Prestiti a fondo perduto: cosa sono e come richiederli

Cosa sono i prestiti a fondo perduto

I prestiti a fondo perduto sono un particolare contributo che, tramite istituti di credito convenzionati, gli enti pubblici e le società finanziarie pubbliche (enti europei, statali, regionali o locali) offrono a determinate tipologie di cittadini e di categorie di interesse pubblico per favorire la nascita di nuove iniziative imprenditoriali e per incentivarne lo sviluppo sul territorio.

Può anche succedere che i prestiti a fondo perduto siano effettuati da soggetti privati: ad esempio, quando una società o una fondazione vogliono intervenire in situazioni assistenziali o di emergenza, dando contributi in conto capitale, soprattutto in aree territoriali svantaggiate.

I finanziamenti a fondo perduto non dovranno essere restituiti a scadenze predeterminate, né costituiscono base di calcolo per gli interessi maturati.

In parole più semplici, si tratta di concessioni di capitale delle quali non sarà richiesta la restituzione, ossia, essi permettono di avere una somma di denaro che non va restituita a chi la eroga.

A chi è destinata questa tipologia di finanziamento

Abbiamo già spiegato che questa vantaggiosa tipologia di prestito è destinata alle aziende di nuova costituzione e a determinate categorie di utenza: giovani (persone di età compresa tra i 18 e i 35 anni), donne e disoccupati.

Ma ci sono anche casi in cui si superano i limiti dell’imprenditoria giovanile e femminile o delle nuove start up (imprese in fase di primo sviluppo): infatti, se un’azienda già esistente, solida e meritevole di particolari attenzioni decide di investire nei settori considerati più strategici, può usufruire anch’essa di questi contributi.

Nei prestiti a fondo perduto il capitale concesso copre, in genere, i costi di avvio dell’impresa: affitto del locale; spese per i macchinari di produzione; formazione del personale; allacciamento dei servizi, ecc. (non rientrano in queste spese le coperture per l’acquisto dei prodotti da vendere con la propria attività).
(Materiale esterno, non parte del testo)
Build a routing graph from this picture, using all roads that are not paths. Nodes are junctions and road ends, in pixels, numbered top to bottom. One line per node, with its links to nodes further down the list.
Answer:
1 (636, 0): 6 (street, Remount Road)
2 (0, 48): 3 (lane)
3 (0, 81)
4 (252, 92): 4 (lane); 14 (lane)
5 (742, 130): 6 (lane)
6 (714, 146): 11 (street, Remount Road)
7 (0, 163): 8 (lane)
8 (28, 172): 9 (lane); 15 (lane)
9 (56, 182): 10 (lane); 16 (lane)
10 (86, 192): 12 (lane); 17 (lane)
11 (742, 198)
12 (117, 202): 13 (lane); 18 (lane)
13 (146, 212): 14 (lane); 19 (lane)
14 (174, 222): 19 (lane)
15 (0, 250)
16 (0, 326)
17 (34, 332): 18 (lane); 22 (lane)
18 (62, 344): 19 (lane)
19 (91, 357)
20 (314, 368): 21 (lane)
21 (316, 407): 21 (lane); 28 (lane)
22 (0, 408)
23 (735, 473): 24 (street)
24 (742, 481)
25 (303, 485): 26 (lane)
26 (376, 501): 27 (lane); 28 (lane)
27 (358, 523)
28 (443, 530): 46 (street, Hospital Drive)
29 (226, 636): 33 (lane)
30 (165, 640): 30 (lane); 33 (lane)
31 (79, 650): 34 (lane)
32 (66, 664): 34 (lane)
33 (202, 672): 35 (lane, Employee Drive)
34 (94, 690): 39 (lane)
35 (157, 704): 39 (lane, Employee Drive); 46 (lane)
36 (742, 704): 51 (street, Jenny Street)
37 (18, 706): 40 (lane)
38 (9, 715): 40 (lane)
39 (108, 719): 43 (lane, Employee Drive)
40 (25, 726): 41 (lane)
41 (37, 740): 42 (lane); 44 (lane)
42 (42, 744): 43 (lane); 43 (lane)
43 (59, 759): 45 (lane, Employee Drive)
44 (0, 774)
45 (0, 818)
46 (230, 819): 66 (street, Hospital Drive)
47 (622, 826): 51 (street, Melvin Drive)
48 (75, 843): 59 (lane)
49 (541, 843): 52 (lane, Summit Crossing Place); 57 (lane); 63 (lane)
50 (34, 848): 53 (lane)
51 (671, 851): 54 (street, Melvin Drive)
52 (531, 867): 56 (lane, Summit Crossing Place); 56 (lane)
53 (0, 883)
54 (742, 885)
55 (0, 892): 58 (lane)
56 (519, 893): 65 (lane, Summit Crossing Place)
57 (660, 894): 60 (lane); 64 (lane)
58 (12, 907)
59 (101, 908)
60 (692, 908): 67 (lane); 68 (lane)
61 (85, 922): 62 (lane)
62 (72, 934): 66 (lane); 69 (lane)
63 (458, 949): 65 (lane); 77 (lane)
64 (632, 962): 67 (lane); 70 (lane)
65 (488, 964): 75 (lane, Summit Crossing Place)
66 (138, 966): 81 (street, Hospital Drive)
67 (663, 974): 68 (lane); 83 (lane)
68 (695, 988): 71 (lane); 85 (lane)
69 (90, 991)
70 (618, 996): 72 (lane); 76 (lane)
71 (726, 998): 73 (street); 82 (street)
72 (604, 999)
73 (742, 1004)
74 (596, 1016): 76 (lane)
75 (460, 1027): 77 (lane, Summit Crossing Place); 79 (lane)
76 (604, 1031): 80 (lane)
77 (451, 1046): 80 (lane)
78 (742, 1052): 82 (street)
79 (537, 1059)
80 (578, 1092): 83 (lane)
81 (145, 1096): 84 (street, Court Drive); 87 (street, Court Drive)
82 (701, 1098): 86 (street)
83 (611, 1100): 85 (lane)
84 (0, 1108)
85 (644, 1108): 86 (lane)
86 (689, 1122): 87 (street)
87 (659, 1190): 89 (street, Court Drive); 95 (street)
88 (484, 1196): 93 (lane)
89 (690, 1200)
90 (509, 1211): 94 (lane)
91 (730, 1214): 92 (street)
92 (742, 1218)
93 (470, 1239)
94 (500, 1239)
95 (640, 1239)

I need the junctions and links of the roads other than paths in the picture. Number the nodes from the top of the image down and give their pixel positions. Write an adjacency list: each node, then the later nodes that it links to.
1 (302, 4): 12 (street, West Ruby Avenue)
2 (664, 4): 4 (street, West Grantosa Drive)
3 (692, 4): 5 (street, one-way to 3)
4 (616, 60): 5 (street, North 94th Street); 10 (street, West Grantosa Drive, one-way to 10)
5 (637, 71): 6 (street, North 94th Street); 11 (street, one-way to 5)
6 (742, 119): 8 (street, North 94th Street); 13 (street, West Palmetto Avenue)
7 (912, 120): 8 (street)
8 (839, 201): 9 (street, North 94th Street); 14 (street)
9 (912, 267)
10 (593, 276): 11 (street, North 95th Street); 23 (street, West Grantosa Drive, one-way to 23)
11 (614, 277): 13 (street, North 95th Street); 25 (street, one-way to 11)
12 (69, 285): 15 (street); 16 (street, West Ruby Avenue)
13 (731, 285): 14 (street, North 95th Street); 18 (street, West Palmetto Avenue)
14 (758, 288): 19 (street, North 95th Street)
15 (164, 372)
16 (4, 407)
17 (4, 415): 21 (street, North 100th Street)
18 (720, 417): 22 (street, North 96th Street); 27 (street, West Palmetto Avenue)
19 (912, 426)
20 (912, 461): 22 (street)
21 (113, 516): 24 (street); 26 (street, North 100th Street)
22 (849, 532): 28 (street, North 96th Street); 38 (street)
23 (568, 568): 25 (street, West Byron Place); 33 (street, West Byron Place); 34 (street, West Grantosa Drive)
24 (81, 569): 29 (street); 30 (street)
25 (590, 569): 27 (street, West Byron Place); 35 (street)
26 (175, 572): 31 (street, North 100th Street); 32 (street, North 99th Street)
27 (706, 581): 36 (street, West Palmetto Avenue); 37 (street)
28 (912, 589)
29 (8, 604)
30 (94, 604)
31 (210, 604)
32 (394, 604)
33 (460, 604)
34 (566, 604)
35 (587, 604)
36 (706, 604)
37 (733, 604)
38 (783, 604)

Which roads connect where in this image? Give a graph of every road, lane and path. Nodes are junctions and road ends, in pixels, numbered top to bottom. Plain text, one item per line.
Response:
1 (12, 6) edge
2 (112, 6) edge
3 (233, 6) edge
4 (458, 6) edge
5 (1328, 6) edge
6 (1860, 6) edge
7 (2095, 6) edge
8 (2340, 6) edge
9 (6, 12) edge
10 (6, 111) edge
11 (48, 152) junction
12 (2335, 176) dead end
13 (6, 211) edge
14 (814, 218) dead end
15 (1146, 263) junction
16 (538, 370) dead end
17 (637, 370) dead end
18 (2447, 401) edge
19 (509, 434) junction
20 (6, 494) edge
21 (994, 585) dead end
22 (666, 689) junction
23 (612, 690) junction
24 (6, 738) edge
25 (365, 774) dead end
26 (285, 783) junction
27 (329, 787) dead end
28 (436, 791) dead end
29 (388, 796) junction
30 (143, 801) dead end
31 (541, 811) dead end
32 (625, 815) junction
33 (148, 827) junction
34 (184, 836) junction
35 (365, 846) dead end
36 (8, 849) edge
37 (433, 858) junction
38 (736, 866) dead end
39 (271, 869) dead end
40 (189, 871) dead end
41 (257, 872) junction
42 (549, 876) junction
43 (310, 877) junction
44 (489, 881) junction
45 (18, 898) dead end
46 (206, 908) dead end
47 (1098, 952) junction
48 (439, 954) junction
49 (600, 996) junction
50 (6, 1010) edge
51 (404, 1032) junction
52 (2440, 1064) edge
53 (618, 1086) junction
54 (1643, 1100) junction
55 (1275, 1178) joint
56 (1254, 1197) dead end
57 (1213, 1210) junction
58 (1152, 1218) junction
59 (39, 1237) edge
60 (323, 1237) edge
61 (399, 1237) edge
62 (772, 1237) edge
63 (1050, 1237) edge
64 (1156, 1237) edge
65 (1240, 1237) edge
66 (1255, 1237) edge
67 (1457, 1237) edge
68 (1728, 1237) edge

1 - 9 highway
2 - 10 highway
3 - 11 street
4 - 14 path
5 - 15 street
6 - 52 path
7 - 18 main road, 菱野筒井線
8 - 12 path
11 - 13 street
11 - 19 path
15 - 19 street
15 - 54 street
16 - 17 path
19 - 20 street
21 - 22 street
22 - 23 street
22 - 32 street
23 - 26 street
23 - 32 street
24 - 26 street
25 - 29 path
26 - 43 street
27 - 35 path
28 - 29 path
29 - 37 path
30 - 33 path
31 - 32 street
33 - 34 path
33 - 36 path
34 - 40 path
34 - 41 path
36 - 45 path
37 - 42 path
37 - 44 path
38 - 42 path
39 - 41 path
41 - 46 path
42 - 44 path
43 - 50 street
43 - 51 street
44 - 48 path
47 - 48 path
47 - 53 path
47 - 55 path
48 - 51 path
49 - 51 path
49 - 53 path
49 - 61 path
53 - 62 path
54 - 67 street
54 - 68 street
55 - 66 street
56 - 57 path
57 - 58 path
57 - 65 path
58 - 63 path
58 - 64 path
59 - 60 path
Per poter accedere ai prestiti a fondo perduto, sono previsti per legge bandi periodici, ognuno dei quali contiene i requisiti necessari per inoltrare la domanda di prestito e spiega se il credito in questione è a fondo perduto totalmente o parzialmente (in quest’ultimo caso, una parte del prestito deve essere restituita).

Cosa serve per richiedere un prestito a fondo perduto

Quando si fa richiesta di questi finanziamenti, ovviamente, bisogna presentare un business plan dettagliato e una serie di informazioni sulla propria impresa, sui mezzi e sugli obiettivi nel breve e nel medio o lungo termine, come il piano marketing e la pianificazione dell’andamento dell’azienda per i primi tre anni.

Questo, per convincere la commissione giudicatrice dei progetti a concedere il prestito.

A seconda del soggetto erogatore, abbiamo diverse tipologie di prestiti a fondo perduto, ognuna con modalità proprie: prestiti statali a fondo perduto, rivolti a disoccupati, all’imprenditoria giovanile o femminile e alle start up innovative; prestiti regionali a fondo perduto; finanziamenti europei a fondo perduto che, purtroppo, non sono pubblicizzati abbastanza e spesso restano bloccati a causa della burocrazia italiana.

Bisogna, perciò, aggiornarsi sempre, cercando i bandi sul sito dell’unione europea (http://europa.eu/index_it.htm) e informandosi presso gli uffici della propria regione di residenza.

In genere, i finanziamenti dell’Unione Europea sono destinati soprattutto, ma non solo, a nuove tecnologie, agricoltura, istruzione e turismo.